───── Records for the task

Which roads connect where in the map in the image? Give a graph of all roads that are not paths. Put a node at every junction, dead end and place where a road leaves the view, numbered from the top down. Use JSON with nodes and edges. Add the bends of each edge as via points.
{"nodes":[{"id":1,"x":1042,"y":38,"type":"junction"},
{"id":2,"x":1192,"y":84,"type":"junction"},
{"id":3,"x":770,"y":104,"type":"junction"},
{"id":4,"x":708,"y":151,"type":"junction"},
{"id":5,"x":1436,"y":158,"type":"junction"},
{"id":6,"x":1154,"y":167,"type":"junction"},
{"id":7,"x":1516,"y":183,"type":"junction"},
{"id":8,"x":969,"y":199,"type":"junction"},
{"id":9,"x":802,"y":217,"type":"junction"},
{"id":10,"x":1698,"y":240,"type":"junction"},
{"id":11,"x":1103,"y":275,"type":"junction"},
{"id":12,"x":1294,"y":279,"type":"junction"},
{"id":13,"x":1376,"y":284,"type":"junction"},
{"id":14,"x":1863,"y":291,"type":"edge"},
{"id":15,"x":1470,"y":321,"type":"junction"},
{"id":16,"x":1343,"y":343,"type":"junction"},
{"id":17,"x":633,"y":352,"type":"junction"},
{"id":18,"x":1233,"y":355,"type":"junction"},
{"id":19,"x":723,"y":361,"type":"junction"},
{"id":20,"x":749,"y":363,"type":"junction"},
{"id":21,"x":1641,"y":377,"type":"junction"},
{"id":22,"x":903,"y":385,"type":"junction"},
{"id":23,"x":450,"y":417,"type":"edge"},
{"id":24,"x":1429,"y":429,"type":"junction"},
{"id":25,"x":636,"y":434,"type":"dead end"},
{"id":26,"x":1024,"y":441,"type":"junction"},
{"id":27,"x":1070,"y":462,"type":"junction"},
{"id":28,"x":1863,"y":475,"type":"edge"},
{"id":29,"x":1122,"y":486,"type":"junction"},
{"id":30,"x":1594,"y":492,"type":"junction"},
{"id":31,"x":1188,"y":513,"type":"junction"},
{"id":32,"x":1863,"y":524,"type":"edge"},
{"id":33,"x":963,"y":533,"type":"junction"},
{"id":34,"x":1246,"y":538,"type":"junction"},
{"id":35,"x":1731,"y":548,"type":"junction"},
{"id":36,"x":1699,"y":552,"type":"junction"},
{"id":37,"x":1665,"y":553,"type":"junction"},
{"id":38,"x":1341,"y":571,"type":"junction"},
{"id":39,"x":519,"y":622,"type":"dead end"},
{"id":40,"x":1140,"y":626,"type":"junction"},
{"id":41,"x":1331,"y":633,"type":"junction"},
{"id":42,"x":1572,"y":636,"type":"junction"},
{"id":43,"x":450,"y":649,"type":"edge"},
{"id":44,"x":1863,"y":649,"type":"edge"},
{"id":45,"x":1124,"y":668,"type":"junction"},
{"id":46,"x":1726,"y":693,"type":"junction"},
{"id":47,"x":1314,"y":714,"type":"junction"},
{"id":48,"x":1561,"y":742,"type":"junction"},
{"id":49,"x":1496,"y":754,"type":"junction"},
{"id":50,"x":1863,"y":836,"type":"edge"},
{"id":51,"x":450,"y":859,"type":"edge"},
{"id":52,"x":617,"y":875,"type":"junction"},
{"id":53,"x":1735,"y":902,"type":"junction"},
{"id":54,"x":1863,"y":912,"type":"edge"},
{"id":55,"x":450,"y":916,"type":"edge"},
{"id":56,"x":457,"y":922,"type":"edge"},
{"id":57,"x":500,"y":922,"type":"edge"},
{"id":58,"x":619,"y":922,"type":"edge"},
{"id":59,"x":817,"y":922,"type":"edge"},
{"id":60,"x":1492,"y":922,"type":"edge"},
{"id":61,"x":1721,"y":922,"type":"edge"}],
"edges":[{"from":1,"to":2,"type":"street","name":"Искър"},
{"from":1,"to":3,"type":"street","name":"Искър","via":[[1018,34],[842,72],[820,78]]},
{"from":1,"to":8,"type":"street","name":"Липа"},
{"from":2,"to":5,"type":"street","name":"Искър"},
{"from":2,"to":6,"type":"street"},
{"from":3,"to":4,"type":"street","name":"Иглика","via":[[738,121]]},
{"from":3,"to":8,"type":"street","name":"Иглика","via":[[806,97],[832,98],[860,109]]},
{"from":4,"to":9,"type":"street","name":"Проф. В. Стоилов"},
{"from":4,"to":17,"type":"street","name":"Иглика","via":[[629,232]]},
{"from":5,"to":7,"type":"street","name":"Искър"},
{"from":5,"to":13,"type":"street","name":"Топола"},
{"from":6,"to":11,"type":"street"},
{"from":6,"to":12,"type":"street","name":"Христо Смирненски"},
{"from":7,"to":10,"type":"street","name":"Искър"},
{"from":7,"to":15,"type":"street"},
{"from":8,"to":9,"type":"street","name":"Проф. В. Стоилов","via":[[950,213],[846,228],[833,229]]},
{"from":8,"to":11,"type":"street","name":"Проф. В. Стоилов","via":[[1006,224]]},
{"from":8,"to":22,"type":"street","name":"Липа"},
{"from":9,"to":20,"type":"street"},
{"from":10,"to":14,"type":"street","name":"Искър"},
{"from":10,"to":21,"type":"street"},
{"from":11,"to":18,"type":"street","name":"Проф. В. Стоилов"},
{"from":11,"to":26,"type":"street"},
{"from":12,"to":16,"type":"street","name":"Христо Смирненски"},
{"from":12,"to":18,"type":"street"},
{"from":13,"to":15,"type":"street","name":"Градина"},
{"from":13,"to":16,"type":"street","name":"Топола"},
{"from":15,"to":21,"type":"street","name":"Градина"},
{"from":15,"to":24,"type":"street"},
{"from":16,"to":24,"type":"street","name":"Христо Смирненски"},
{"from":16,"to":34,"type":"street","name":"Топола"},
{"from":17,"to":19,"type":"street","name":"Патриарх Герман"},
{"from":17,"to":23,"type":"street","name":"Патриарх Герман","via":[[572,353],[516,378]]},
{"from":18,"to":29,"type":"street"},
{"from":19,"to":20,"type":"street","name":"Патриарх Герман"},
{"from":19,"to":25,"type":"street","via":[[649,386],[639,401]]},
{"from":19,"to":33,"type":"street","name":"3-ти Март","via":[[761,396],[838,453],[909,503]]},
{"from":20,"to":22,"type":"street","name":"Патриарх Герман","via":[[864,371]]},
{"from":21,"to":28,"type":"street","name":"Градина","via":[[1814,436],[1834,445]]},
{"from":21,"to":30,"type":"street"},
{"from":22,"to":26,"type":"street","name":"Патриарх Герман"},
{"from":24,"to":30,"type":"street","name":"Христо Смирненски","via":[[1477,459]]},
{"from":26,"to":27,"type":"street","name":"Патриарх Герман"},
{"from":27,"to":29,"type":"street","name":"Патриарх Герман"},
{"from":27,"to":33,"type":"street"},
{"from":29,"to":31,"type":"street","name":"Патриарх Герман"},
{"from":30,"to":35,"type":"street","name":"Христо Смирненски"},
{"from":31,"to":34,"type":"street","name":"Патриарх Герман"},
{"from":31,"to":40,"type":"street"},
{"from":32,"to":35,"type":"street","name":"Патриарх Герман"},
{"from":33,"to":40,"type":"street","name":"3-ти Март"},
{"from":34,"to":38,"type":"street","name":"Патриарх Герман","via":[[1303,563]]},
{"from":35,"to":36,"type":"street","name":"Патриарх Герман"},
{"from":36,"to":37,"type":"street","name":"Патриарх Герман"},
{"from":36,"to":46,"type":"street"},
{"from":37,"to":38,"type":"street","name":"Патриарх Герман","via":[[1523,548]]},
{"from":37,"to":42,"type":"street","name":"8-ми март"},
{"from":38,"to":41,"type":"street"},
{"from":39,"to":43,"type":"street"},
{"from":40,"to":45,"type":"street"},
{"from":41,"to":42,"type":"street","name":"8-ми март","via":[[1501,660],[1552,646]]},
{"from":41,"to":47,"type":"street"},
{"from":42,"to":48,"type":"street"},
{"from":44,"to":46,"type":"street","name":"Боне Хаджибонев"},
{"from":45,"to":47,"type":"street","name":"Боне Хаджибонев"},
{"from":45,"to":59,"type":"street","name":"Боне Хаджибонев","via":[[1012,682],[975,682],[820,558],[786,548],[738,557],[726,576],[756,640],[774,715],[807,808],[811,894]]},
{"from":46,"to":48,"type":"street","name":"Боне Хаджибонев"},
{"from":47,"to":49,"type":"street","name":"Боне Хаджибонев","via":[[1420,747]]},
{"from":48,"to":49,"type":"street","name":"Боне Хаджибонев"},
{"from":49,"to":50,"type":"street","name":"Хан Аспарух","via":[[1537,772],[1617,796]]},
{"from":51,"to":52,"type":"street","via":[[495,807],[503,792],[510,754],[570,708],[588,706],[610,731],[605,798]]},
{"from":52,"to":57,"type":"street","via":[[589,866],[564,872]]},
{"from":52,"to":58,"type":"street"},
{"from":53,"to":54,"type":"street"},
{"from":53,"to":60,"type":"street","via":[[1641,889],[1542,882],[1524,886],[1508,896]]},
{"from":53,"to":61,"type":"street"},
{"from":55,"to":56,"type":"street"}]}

──────────

What is needed is each line from the records with the word "Липа" in it.

Exercise solution →
{"from":1,"to":8,"type":"street","name":"Липа"},
{"from":8,"to":22,"type":"street","name":"Липа"},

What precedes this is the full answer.